> Work request
Please check every line of the listing for "wrist" and copy each line where it is found.

> Data for this exercise

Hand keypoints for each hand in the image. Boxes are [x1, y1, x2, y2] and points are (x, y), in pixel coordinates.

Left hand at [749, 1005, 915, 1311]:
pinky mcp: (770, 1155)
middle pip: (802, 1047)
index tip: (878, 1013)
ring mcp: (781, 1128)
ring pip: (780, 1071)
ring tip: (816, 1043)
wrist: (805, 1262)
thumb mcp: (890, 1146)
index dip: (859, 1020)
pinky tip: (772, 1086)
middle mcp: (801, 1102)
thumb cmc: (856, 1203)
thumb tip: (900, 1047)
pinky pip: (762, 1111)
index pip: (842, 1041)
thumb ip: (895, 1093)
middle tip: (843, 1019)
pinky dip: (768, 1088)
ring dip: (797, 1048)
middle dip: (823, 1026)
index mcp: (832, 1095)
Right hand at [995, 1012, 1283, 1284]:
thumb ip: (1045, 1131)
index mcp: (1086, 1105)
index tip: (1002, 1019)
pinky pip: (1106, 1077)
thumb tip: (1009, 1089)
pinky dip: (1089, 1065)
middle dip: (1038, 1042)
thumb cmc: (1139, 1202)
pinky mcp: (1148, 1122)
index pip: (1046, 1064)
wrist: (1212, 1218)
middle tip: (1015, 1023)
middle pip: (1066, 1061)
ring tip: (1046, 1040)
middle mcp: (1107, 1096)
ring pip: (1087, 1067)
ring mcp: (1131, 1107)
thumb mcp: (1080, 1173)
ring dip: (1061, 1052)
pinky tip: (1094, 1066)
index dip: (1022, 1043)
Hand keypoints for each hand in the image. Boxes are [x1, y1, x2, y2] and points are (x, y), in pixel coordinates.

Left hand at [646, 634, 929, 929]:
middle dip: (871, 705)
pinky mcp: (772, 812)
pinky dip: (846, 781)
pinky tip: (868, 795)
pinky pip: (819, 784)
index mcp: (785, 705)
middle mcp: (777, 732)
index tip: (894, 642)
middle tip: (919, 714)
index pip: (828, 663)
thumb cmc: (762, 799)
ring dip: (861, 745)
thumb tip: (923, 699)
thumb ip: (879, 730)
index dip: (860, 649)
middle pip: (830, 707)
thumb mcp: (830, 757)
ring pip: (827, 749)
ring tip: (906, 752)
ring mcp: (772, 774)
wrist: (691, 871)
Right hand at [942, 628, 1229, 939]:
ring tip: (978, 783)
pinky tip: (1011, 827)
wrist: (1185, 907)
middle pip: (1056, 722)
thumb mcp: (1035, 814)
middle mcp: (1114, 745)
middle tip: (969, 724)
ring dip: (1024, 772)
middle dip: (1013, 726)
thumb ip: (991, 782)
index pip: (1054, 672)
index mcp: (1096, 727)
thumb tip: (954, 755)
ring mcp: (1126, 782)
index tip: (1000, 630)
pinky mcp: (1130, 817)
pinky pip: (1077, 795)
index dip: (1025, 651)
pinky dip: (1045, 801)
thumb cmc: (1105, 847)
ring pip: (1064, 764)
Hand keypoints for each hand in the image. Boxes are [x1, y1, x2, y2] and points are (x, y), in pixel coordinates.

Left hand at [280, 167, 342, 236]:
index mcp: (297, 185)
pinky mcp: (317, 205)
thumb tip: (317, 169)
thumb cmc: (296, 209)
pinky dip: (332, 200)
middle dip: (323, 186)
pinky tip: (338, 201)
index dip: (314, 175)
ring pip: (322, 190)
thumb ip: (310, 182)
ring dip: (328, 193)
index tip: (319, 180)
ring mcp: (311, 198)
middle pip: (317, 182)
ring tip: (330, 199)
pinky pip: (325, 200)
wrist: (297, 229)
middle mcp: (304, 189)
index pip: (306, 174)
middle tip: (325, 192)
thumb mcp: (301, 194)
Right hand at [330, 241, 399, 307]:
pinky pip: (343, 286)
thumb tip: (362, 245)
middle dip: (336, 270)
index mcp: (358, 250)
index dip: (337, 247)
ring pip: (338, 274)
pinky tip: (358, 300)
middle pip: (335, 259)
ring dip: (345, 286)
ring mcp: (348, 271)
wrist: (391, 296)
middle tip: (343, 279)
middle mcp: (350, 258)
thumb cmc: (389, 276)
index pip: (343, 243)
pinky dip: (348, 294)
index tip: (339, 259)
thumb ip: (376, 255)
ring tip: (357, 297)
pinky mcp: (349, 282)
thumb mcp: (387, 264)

> Answer section
wrist: (805, 1262)
wrist: (1212, 1218)
wrist: (691, 871)
wrist: (1185, 907)
wrist: (297, 229)
wrist: (391, 296)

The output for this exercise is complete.